Burma. It is January, 1942, and the Southern Japanese Army has begun its invasion across the Thai border. As it moves towards Rangoon, the bustling centre of Southeast Asia's erstwhile financial jewel, one of the city's wealthiest families has prepared to flee. Their private empire, founded upon teak, and whose craftsmanship clads the interiors of the House of Commons and the Palaces of Westminster to this day, means little in the face of a war of uncertain outcome; survival is everything, and the people pouring westwards speak of a ruthless enemy behind them. Maungtaulay Street, the empire itself, has been shut down, and a convoy of six trucks and innumerable porters is making its way out of the city towards Mandalay, an enormous family in tow.
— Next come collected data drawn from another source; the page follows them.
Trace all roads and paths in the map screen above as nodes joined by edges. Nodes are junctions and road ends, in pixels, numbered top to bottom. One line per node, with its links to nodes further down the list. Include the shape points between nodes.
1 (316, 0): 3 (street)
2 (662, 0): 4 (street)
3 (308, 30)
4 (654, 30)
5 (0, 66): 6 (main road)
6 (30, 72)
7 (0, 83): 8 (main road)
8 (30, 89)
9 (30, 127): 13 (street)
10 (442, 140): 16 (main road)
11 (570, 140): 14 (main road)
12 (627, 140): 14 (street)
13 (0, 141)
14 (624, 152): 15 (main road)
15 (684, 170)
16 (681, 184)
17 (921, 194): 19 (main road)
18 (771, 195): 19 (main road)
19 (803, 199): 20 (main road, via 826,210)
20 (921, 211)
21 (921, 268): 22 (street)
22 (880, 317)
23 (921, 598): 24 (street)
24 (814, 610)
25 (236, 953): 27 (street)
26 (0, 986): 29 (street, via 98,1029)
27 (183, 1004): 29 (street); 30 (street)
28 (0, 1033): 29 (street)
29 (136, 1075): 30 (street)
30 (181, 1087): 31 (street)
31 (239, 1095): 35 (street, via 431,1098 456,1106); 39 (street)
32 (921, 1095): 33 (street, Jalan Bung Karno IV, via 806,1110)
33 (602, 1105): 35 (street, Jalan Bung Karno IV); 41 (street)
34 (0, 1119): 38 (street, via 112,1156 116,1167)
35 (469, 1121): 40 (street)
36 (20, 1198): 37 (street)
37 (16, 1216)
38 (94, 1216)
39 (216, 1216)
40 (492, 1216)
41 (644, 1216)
In time, they are forced to leave the trucks behind; keeping to the roads has become too dangerous, and at great risk to themselves - one danger for another - they enter the jungle to make slow progress toward the Naga foothills, the border, the Indian state of Assam. On a number of occasions, their scouts encounter the Japanese and they are forced to lie low. My grandaunt speaks of constant gunfire, the screaming of women and children, sometimes only tens of metres away, and of how it is to feel hunted. The family will make it across the border, on foot, after months of travel, but at cost; the girl who would be my eldest aunt, dead from diphtheria near Taunggyi, though she was not alone; maids, porters, other innocents, their children, lost themselves too.

I don't envy her the tasks that she elects to take on, I lovingly chide her for being such a nutcase, and I quietly admire her fortitude as she ignores requests to slow down, bites off more, and meets it head-on with interminable vigour and success. This side of her personality seems familiar to me, the stubbornness, being quite a part of who I am, though I cannot gauge who fares the better or the worse in these stakes.
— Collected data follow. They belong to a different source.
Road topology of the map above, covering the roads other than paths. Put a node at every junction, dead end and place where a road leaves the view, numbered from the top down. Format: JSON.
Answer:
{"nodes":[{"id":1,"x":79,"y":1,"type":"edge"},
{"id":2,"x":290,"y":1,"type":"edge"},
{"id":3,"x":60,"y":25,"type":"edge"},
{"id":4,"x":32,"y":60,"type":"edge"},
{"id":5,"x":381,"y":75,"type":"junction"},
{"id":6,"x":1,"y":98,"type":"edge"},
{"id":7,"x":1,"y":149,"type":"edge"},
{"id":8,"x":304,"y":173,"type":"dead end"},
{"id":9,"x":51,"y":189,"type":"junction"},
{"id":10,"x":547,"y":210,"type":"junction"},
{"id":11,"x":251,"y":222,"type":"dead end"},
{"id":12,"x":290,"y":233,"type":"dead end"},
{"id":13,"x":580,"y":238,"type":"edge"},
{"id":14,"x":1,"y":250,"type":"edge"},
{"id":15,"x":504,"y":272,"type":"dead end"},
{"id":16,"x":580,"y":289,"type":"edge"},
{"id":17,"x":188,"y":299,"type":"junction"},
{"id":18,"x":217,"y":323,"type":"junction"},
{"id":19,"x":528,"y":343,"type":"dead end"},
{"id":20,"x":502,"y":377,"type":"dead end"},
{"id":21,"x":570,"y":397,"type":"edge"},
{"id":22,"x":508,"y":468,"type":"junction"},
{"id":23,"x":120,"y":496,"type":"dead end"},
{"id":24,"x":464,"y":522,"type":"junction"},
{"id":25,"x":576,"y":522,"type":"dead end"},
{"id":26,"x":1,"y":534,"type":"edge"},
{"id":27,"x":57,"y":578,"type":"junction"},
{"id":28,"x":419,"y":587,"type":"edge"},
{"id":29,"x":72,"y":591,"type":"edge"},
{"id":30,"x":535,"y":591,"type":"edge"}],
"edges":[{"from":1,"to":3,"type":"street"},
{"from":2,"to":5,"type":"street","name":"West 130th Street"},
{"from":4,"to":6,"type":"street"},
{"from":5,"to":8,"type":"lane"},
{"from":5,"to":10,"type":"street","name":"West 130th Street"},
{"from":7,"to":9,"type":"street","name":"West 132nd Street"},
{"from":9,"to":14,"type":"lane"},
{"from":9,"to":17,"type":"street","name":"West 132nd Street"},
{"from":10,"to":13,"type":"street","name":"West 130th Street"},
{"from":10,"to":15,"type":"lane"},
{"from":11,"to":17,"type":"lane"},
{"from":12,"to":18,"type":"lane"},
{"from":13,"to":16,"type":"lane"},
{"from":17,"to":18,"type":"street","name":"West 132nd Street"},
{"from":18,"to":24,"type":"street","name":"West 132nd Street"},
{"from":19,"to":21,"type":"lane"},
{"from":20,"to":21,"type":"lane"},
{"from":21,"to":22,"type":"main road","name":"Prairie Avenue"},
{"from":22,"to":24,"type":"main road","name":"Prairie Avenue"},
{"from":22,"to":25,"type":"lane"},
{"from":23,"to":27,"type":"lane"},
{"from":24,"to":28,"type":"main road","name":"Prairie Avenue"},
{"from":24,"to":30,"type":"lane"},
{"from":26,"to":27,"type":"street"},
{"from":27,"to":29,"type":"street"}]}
And so my mother was born in Calcutta. In May of 1945, Rangoon was recaptured by the British, by July, the Japanese had retreated from the central Pegu Mountains near Mandalay, and in August, they surrendered, following the horrific attacks on Hiroshima and Nagasaki. In 1946, the Ahmed and Bharooch families returned to Rangoon aboard the Queen Mary; my mother grew into her young womanhood a precocious rebel, pillion riding on motorcycles with boys. In 1962, my granduncle was married in Chittagong, present day Bangladesh, in a ceremony to which Binyamin and Khairoon, my grandparents, travelled to witness. And in 1962, the government of Burma was overthrown in a military coup led by the socialist general, Ne Win, preventing their return.
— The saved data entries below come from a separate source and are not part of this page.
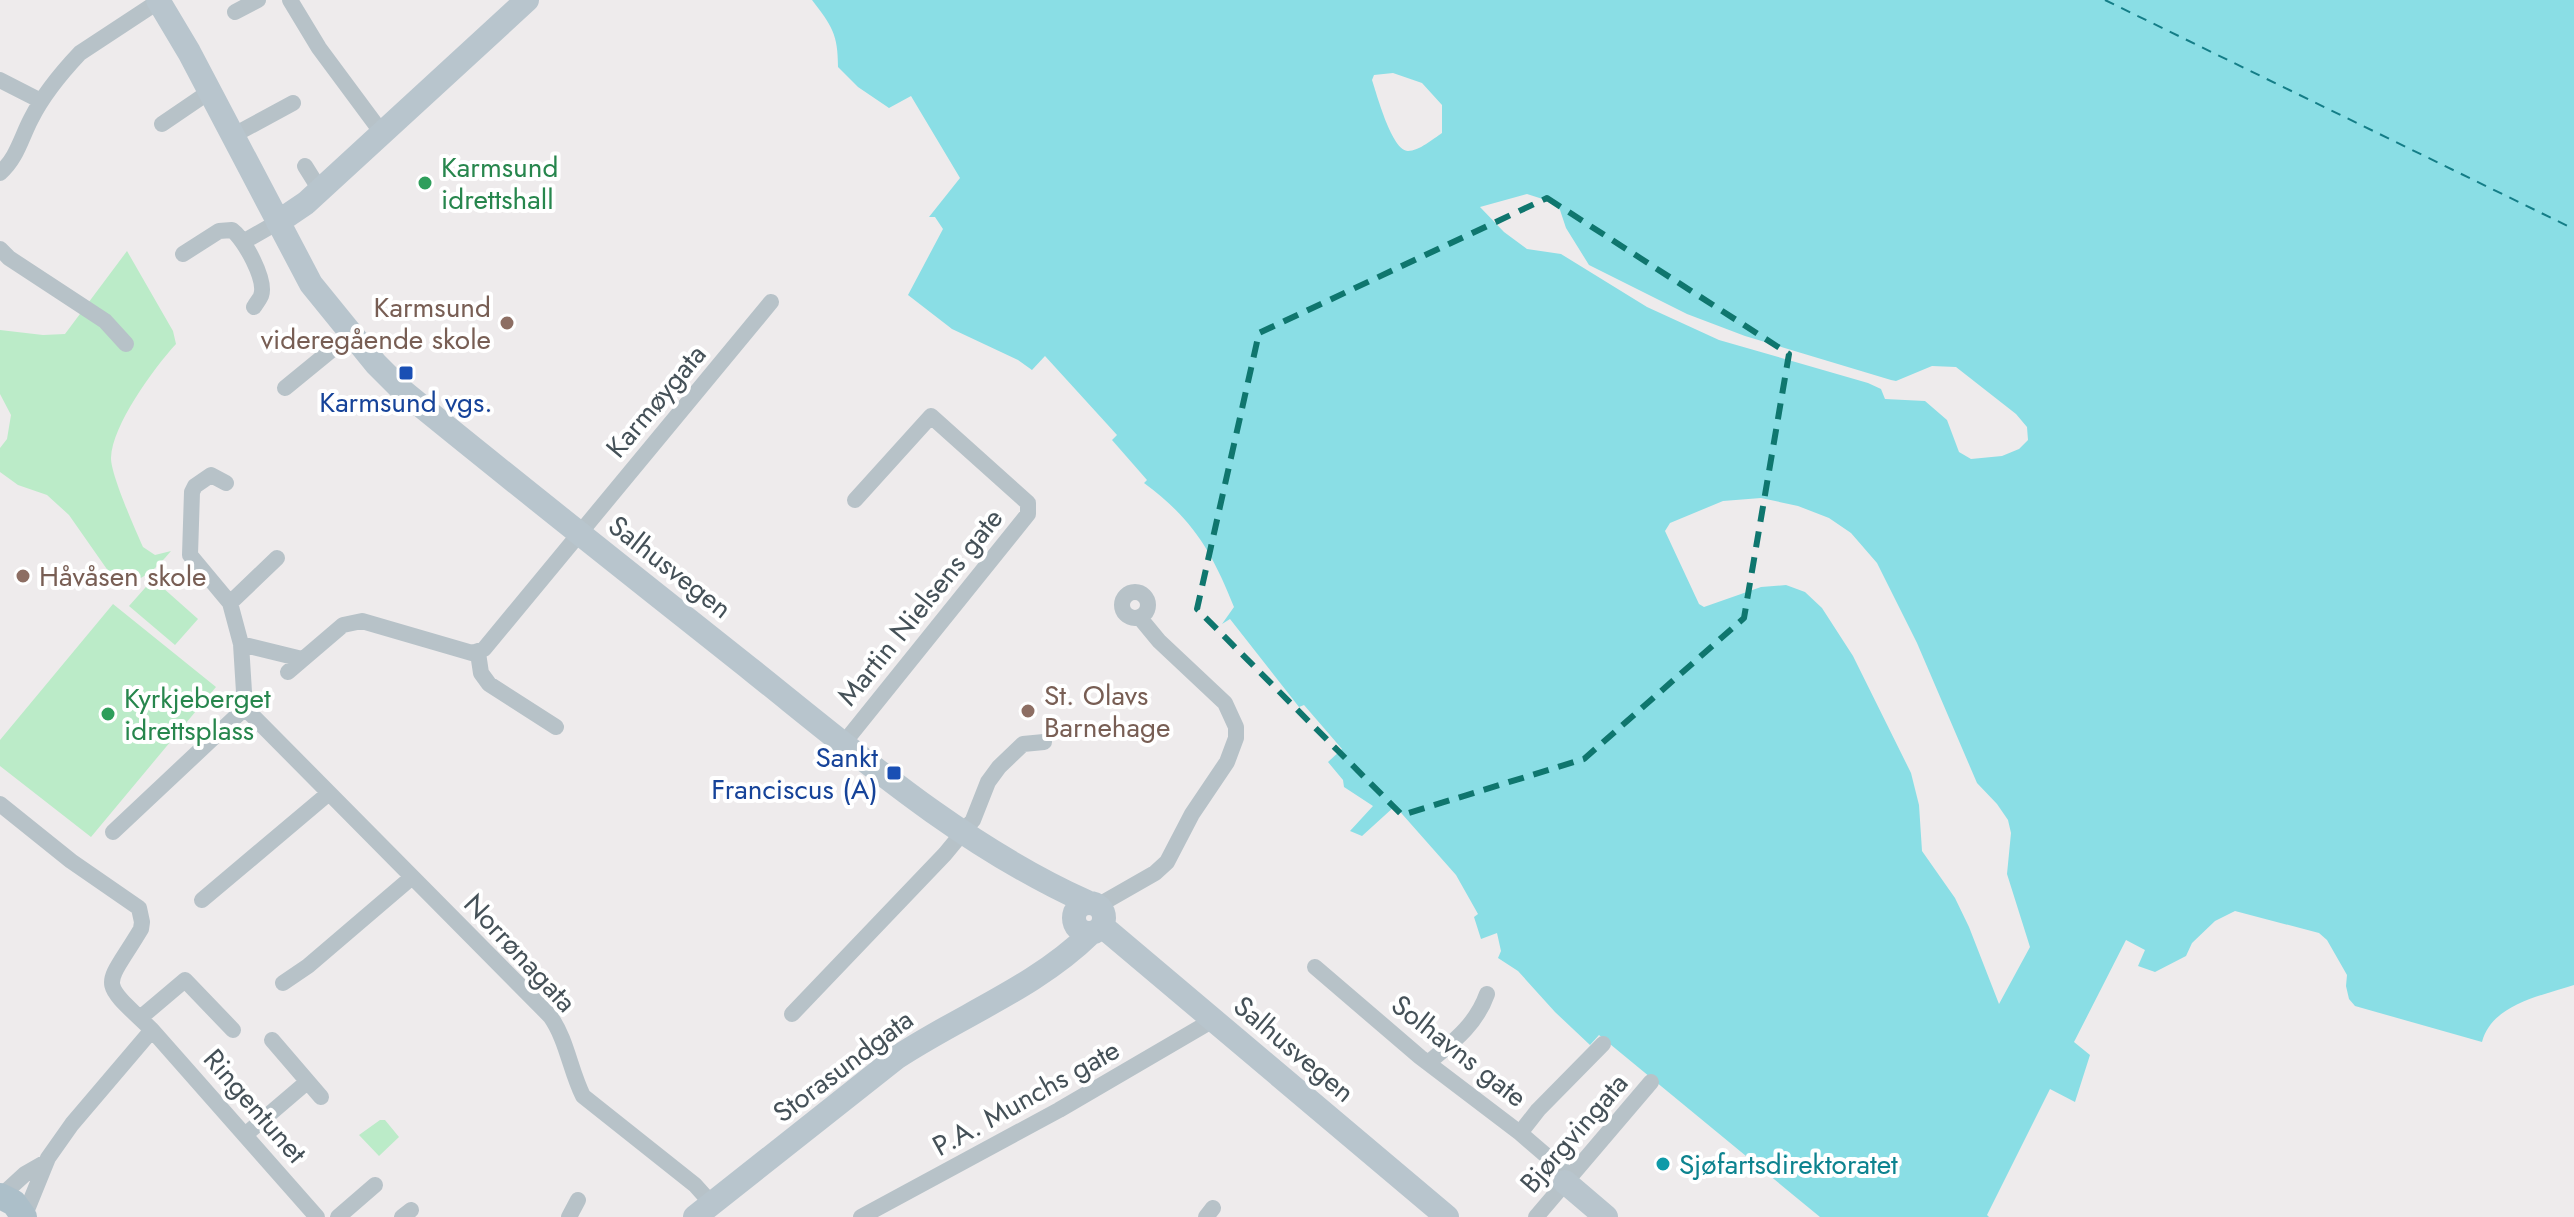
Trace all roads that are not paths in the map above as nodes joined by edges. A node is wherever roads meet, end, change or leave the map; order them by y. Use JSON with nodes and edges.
{"nodes":[{"id":1,"x":158,"y":0,"type":"edge"},
{"id":2,"x":258,"y":0,"type":"edge"},
{"id":3,"x":290,"y":0,"type":"edge"},
{"id":4,"x":527,"y":0,"type":"edge"},
{"id":5,"x":235,"y":12,"type":"dead end"},
{"id":6,"x":0,"y":80,"type":"edge"},
{"id":7,"x":209,"y":92,"type":"junction"},
{"id":8,"x":41,"y":101,"type":"junction"},
{"id":9,"x":293,"y":103,"type":"dead end"},
{"id":10,"x":162,"y":124,"type":"dead end"},
{"id":11,"x":382,"y":133,"type":"junction"},
{"id":12,"x":232,"y":136,"type":"junction"},
{"id":13,"x":305,"y":166,"type":"dead end"},
{"id":14,"x":0,"y":173,"type":"edge"},
{"id":15,"x":320,"y":190,"type":"junction"},
{"id":16,"x":278,"y":222,"type":"junction"},
{"id":17,"x":243,"y":242,"type":"junction"},
{"id":18,"x":0,"y":249,"type":"edge"},
{"id":19,"x":183,"y":254,"type":"dead end"},
{"id":20,"x":771,"y":302,"type":"dead end"},
{"id":21,"x":254,"y":307,"type":"dead end"},
{"id":22,"x":351,"y":334,"type":"junction"},
{"id":23,"x":126,"y":344,"type":"dead end"},
{"id":24,"x":285,"y":388,"type":"dead end"},
{"id":25,"x":226,"y":483,"type":"dead end"},
{"id":26,"x":855,"y":500,"type":"dead end"},
{"id":27,"x":579,"y":533,"type":"junction"},
{"id":28,"x":277,"y":558,"type":"dead end"},
{"id":29,"x":230,"y":603,"type":"junction"},
{"id":30,"x":1140,"y":618,"type":"dead end"},
{"id":31,"x":241,"y":644,"type":"junction"},
{"id":32,"x":478,"y":653,"type":"junction"},
{"id":33,"x":302,"y":659,"type":"junction"},
{"id":34,"x":288,"y":672,"type":"dead end"},
{"id":35,"x":245,"y":708,"type":"junction"},
{"id":36,"x":556,"y":727,"type":"dead end"},
{"id":37,"x":1044,"y":742,"type":"dead end"},
{"id":38,"x":843,"y":744,"type":"junction"},
{"id":39,"x":329,"y":793,"type":"junction"},
{"id":40,"x":0,"y":804,"type":"edge"},
{"id":41,"x":113,"y":832,"type":"dead end"},
{"id":42,"x":962,"y":834,"type":"junction"},
{"id":43,"x":411,"y":878,"type":"junction"},
{"id":44,"x":202,"y":900,"type":"dead end"},
{"id":45,"x":1088,"y":917,"type":"junction"},
{"id":46,"x":1315,"y":967,"type":"dead end"},
{"id":47,"x":283,"y":983,"type":"dead end"},
{"id":48,"x":1487,"y":994,"type":"dead end"},
{"id":49,"x":792,"y":1014,"type":"dead end"},
{"id":50,"x":1213,"y":1020,"type":"junction"},
{"id":51,"x":146,"y":1024,"type":"junction"},
{"id":52,"x":233,"y":1030,"type":"dead end"},
{"id":53,"x":272,"y":1040,"type":"dead end"},
{"id":54,"x":1603,"y":1044,"type":"dead end"},
{"id":55,"x":1429,"y":1062,"type":"junction"},
{"id":56,"x":307,"y":1082,"type":"junction"},
{"id":57,"x":1651,"y":1082,"type":"dead end"},
{"id":58,"x":321,"y":1097,"type":"dead end"},
{"id":59,"x":1520,"y":1133,"type":"junction"},
{"id":60,"x":245,"y":1135,"type":"junction"},
{"id":61,"x":46,"y":1162,"type":"junction"},
{"id":62,"x":1567,"y":1179,"type":"junction"},
{"id":63,"x":375,"y":1185,"type":"dead end"},
{"id":64,"x":0,"y":1196,"type":"edge"},
{"id":65,"x":578,"y":1200,"type":"dead end"},
{"id":66,"x":704,"y":1210,"type":"edge"},
{"id":67,"x":24,"y":1217,"type":"edge"},
{"id":68,"x":317,"y":1217,"type":"edge"},
{"id":69,"x":338,"y":1217,"type":"edge"},
{"id":70,"x":569,"y":1217,"type":"edge"},
{"id":71,"x":861,"y":1217,"type":"edge"},
{"id":72,"x":1447,"y":1217,"type":"edge"},
{"id":73,"x":1536,"y":1217,"type":"edge"},
{"id":74,"x":1606,"y":1217,"type":"edge"}],
"edges":[{"from":1,"to":7,"type":"main road","name":"Salhusvegen"},
{"from":1,"to":8,"type":"street"},
{"from":2,"to":5,"type":"street"},
{"from":3,"to":11,"type":"street"},
{"from":4,"to":11,"type":"main road"},
{"from":6,"to":8,"type":"street"},
{"from":7,"to":10,"type":"street"},
{"from":7,"to":12,"type":"main road","name":"Salhusvegen"},
{"from":8,"to":14,"type":"street"},
{"from":9,"to":12,"type":"street"},
{"from":11,"to":15,"type":"main road"},
{"from":12,"to":16,"type":"main road","name":"Salhusvegen"},
{"from":13,"to":15,"type":"street"},
{"from":15,"to":16,"type":"main road"},
{"from":16,"to":17,"type":"street"},
{"from":16,"to":22,"type":"main road","name":"Salhusvegen"},
{"from":17,"to":19,"type":"street"},
{"from":17,"to":21,"type":"street"},
{"from":18,"to":23,"type":"street"},
{"from":20,"to":27,"type":"street","name":"Karmøygata"},
{"from":22,"to":24,"type":"street"},
{"from":22,"to":27,"type":"main road","name":"Salhusvegen"},
{"from":25,"to":29,"type":"street"},
{"from":26,"to":38,"type":"street","name":"Martin Nielsens gate"},
{"from":27,"to":32,"type":"street","name":"Karmøygata"},
{"from":27,"to":38,"type":"main road","name":"Salhusvegen"},
{"from":28,"to":29,"type":"street"},
{"from":29,"to":31,"type":"street"},
{"from":30,"to":45,"type":"street"},
{"from":31,"to":33,"type":"street"},
{"from":31,"to":35,"type":"street"},
{"from":32,"to":33,"type":"street"},
{"from":32,"to":36,"type":"street"},
{"from":33,"to":34,"type":"street"},
{"from":35,"to":39,"type":"street","name":"Norrønagata"},
{"from":35,"to":41,"type":"street"},
{"from":37,"to":42,"type":"street"},
{"from":38,"to":42,"type":"main road","name":"Salhusvegen"},
{"from":39,"to":43,"type":"street","name":"Norrønagata"},
{"from":39,"to":44,"type":"street"},
{"from":40,"to":51,"type":"street","name":"Ringentunet"},
{"from":42,"to":45,"type":"main road","name":"Salhusvegen"},
{"from":42,"to":49,"type":"street"},
{"from":43,"to":47,"type":"street"},
{"from":43,"to":66,"type":"street","name":"Norrønagata"},
{"from":45,"to":50,"type":"main road","name":"Salhusvegen"},
{"from":45,"to":66,"type":"main road","name":"Storasundgata"},
{"from":46,"to":55,"type":"street","name":"Solhavns gate"},
{"from":48,"to":55,"type":"street"},
{"from":50,"to":71,"type":"street","name":"P.A. Munchs gate"},
{"from":50,"to":72,"type":"main road","name":"Salhusvegen"},
{"from":51,"to":52,"type":"street"},
{"from":51,"to":60,"type":"street","name":"Ringentunet"},
{"from":51,"to":61,"type":"street"},
{"from":53,"to":56,"type":"street"},
{"from":54,"to":59,"type":"street"},
{"from":55,"to":59,"type":"street","name":"Solhavns gate"},
{"from":56,"to":58,"type":"street"},
{"from":56,"to":60,"type":"street"},
{"from":57,"to":62,"type":"street","name":"Bjørgvingata"},
{"from":59,"to":62,"type":"street","name":"Solhavns gate"},
{"from":60,"to":68,"type":"street","name":"Ringentunet"},
{"from":61,"to":64,"type":"street"},
{"from":61,"to":67,"type":"street"},
{"from":62,"to":73,"type":"street","name":"Bjørgvingata"},
{"from":62,"to":74,"type":"main road"},
{"from":63,"to":69,"type":"street"},
{"from":64,"to":67,"type":"main road"},
{"from":65,"to":70,"type":"street"}]}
Aged seventeen, my mother became responsible for the wellbeing of six of her seven sisters, and a younger brother. She and her eldest sister took charge of the timber business, and at a time when capitalism was being crushed by the general's Burmese Way to Socialism, actually turned a profit, the aim being to secure passage for each of the Ahmed children in turn, youngest to oldest, to Pakistan and the frantic, open arms of my grandmother. As the head-of-the-family elect, it was my mother who was thrown into prison in 1963, aged eighteen, for trying to preserve some of the family's wealth, having been turned in, rather unfortunately, by a misguided relative. She made headline news; to see my mother in her youth, all I need do is travel to the British Museum reading rooms, and there she is, in black and white, surrounded by 'stolen' jewellery. And when she was released, she went right back to what it was she was doing before, until she was the last of the immediate family still left in Burma. Delayed only by her trial, she finally booked passage aboard a tanker and sailed alone to Karachi, to join the rest of the family in exile. We are forbidden from returning to Burma.

I'm glad that I'm hers. I want to know that the same driving force that courses through her veins will be there to fuel me in my own endeavours, whether humble or lofty; perserverance, courage, the achievement of happiness in simply striving to achieve it. The histories that shape mother and son could never be more different, but while I'm willing to do what it takes to make myself happy in life, I hope that it doesn't take that kind of hardship for me to truly appreciate the things that really matter.

Saya cinta awak, ibu.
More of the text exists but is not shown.